Friday, June 13, 2014

"Realistic" characters

I've seen loads of media criticism where we talk about fictional representation of certain groups, or lack thereof. Women in video games. People of color in movies. Queer people in books. Atheists on TV. It's an issue that affects all minority groups in all fictional media. People within those groups would like to see more representation, as well as better representation.

"Better" does not necessarily mean more positive. For instance, east Asians are often stereotyped as very intelligent and studious, which is a problem when Asian Americans can't live up to that. Such stereotypical characters are also often one-dimensional and lopsided. No, "better" does not mean more positive, it usually means more realistic. Realistic, meaning that they have a mix of good and bad qualities, and don't easily fit into standard types.

This is what I think about when I set about writing a novel. Realistic fiction no less, meaning that there are no fantastical or futuristic elements. So far my initial impression is that something is askew with this attitude towards representation, and that rigidly asking for realisticness* doesn't quite work. Realistic characters in realistic settings don't make for the most interesting stories.

*I'm avoiding the word "realism" because "realism" doesn't mean true to reality, it means dark and gritty.

Here's the basic problem. I imagine some realistic characters, and have them interact with each other. To determine the outcome, I think about what these people would do if they were really in that situation. 90% of the time, they don't have any conflict, or if they have a conflict they immediately resolve it, because they are mature and reasonable people. They also waste lots of time on boring things like introducing themselves and arranging times to meet. You can make that sort of thing interesting, but it's a major constraint.

This probably seems like a stupid problem that only I would ever have, but as a baby fiction writer I am allowed to have stupid problems, and write about them.

It seems to me that many other writers have this problem as well, whether they think about it or not. One of the reasons I don't like comedy shows is that they're generally filled with complete jerks, complete idiots, or complete liars, because that's the only way writers can think to generate conflict and comedy. But then, the ubiquity of unrealistic characters in popular TV probably reflects the fact that most viewers just don't care. Maybe it's just a problem with me, that I have these pet peeves which severely constrain storytelling.

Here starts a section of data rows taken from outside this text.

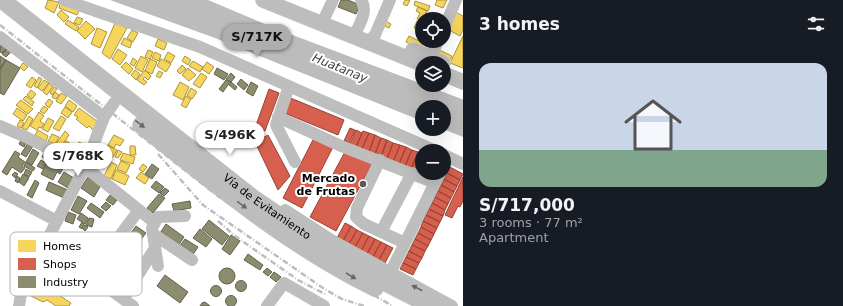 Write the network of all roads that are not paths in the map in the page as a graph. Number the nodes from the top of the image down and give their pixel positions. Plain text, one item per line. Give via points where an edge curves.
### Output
1 (2, 0) edge
2 (13, 0) edge
3 (64, 0) edge
4 (263, 0) edge
5 (289, 0) edge
6 (333, 0) edge
7 (361, 0) edge
8 (381, 0) edge
9 (390, 0) edge
10 (456, 0) edge
11 (451, 12) edge
12 (0, 13) edge
13 (324, 19) junction
14 (364, 34) junction
15 (0, 37) edge
16 (419, 56) edge
17 (451, 67) edge
18 (463, 71) edge
19 (451, 77) edge
20 (463, 82) edge
21 (289, 86) junction
22 (114, 103) junction
23 (104, 117) junction
24 (278, 118) junction
25 (0, 126) edge
26 (420, 144) edge
27 (380, 160) junction
28 (451, 161) edge
29 (295, 162) dead end
30 (213, 163) junction
31 (463, 164) edge
32 (85, 167) junction
33 (412, 173) junction
34 (415, 174) edge
35 (437, 180) edge
36 (0, 191) edge
37 (139, 210) junction
38 (185, 216) dead end
39 (57, 221) junction
40 (154, 228) junction
41 (51, 232) edge
42 (122, 232) edge
43 (382, 232) junction
44 (405, 243) junction
45 (155, 248) junction
46 (192, 260) dead end
47 (158, 266) dead end
48 (142, 269) edge
49 (387, 277) junction
50 (21, 296) edge
51 (119, 296) edge
52 (125, 296) edge
53 (123, 299) junction
54 (19, 306) edge
55 (133, 306) edge
56 (267, 306) edge
57 (324, 306) edge
58 (411, 306) edge
59 (430, 306) edge
60 (452, 306) edge

1 - 30 highway, Vía de Evitamiento
2 - 30 street via 88,57
3 - 21 street via 200,47
4 - 13 main road
5 - 13 main road
6 - 13 street
7 - 14 street via 365,8
8 - 14 street
9 - 14 street
10 - 11 street
12 - 22 highway, Vía de Evitamiento
13 - 14 main road
14 - 16 main road
15 - 23 street
17 - 18 main road
19 - 20 main road
21 - 24 street
21 - 26 street
22 - 23 street
22 -> 58 highway, Vía de Evitamiento via 282,233 359,280
23 - 32 street
24 - 27 street
24 - 29 street via 276,125
25 - 32 street via 26,136
27 - 33 street
27 - 43 street via 357,208 356,217 364,224
28 - 31 street
30 - 49 highway, Vía de Evitamiento via 253,198 306,234
32 - 37 street
32 - 39 street
33 - 34 street
33 - 43 street
35 - 44 street
36 - 39 street
37 - 40 street
37 - 42 street
38 - 40 street via 158,217
39 - 41 street
40 - 45 street
40 - 46 street
43 - 44 street
44 - 49 street
45 - 47 street
45 - 48 street
49 - 59 highway, Vía de Evitamiento
60 -> 49 street
50 - 54 street
51 - 53 street
52 - 53 street
53 - 55 street
56 - 57 street via 284,283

Still, I think the media critics are correct, and that it's important to represent groups of people in non-stereotyped ways. But maybe the characters don't need to be realistic at all, they just need to avoid stereotypes. For instance, it's okay for a bisexual character to be a complete caricature, just as long as it isn't the standard caricature of someone who is fickle, infidelitous, and hypersexual. Mix it up by assigning the bisexual person the caricature that we typically assign to a scientist character! Or something like that. Not sure if this actually works.

My other idea is that representations should come in pairs or more. For instance, instead of having one token black character, have two. Make them foils to each other. That way, they can't both conform to the same stereotype.


miller said...

People read fiction to get what they don't have in their real lives. Our lives are full of "realistic" characters, and, as you note, mature realistic characters avoid conflict, and realistic characters who like conflict usually annoy us. Finding and writing interestingly about conflicts in everyday life requires both genius and highly-developed skill.

Hence, a lot of new (and experienced!) writers either choose realistic forms (character sketches, mood pieces, poetry) where conflict is less important, or choose non-realistic genres (sf, fantasy, adventure, historical, mystery, crime, military) where conflict is more direct.

miller said...

I'm not sure it is true, in general, that we read fiction to get what we don't have in real life. Part of my desire for realisticness comes from the stuff I like to read--more realistic and literary fiction, or slice of life. For instance, I really liked Kazuo Ishiguro, who just zooms in on ordinary social interactions, managing to make it highly evocative and ironic. I think part of the appeal is that it enhances my enjoyment of real life by developing a more artistic view of it.

However, this may be a particularly difficult kind of fiction to emulate.

miller said...

I should certainly have said that people typically read fiction to ...

But yes, there are other kinds of fiction readers; my extremely literary-minded ex-wife reads fiction to get into other people's heads, a goal I'm almost completely disinterested in.

And you are correct, Ishiguro's fiction is exceptionally difficult. Still, the only way to do something difficult is to suck at it and get better.